Task instructions
Copy out all the records exactly.

[Collected data entries]
"""

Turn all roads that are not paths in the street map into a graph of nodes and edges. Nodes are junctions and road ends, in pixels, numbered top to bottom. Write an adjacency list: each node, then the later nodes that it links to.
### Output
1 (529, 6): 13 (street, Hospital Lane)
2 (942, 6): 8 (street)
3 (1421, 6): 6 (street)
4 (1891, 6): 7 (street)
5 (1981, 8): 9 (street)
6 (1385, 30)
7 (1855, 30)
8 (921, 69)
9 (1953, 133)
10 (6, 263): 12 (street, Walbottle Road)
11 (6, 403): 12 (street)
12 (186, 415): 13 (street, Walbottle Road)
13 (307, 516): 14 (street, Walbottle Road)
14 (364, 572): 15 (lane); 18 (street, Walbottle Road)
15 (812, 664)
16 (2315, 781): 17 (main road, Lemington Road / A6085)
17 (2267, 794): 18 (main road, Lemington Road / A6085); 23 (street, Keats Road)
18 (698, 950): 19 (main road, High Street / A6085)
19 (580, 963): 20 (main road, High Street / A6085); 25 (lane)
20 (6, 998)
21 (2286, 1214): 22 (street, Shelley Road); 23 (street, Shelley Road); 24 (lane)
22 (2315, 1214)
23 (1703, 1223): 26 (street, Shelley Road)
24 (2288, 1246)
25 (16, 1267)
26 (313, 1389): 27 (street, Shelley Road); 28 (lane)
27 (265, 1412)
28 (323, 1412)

"""

Exercise output
Turn all roads that are not paths in the street map into a graph of nodes and edges. Nodes are junctions and road ends, in pixels, numbered top to bottom. Write an adjacency list: each node, then the later nodes that it links to.
### Output
1 (529, 6): 13 (street, Hospital Lane)
2 (942, 6): 8 (street)
3 (1421, 6): 6 (street)
4 (1891, 6): 7 (street)
5 (1981, 8): 9 (street)
6 (1385, 30)
7 (1855, 30)
8 (921, 69)
9 (1953, 133)
10 (6, 263): 12 (street, Walbottle Road)
11 (6, 403): 12 (street)
12 (186, 415): 13 (street, Walbottle Road)
13 (307, 516): 14 (street, Walbottle Road)
14 (364, 572): 15 (lane); 18 (street, Walbottle Road)
15 (812, 664)
16 (2315, 781): 17 (main road, Lemington Road / A6085)
17 (2267, 794): 18 (main road, Lemington Road / A6085); 23 (street, Keats Road)
18 (698, 950): 19 (main road, High Street / A6085)
19 (580, 963): 20 (main road, High Street / A6085); 25 (lane)
20 (6, 998)
21 (2286, 1214): 22 (street, Shelley Road); 23 (street, Shelley Road); 24 (lane)
22 (2315, 1214)
23 (1703, 1223): 26 (street, Shelley Road)
24 (2288, 1246)
25 (16, 1267)
26 (313, 1389): 27 (street, Shelley Road); 28 (lane)
27 (265, 1412)
28 (323, 1412)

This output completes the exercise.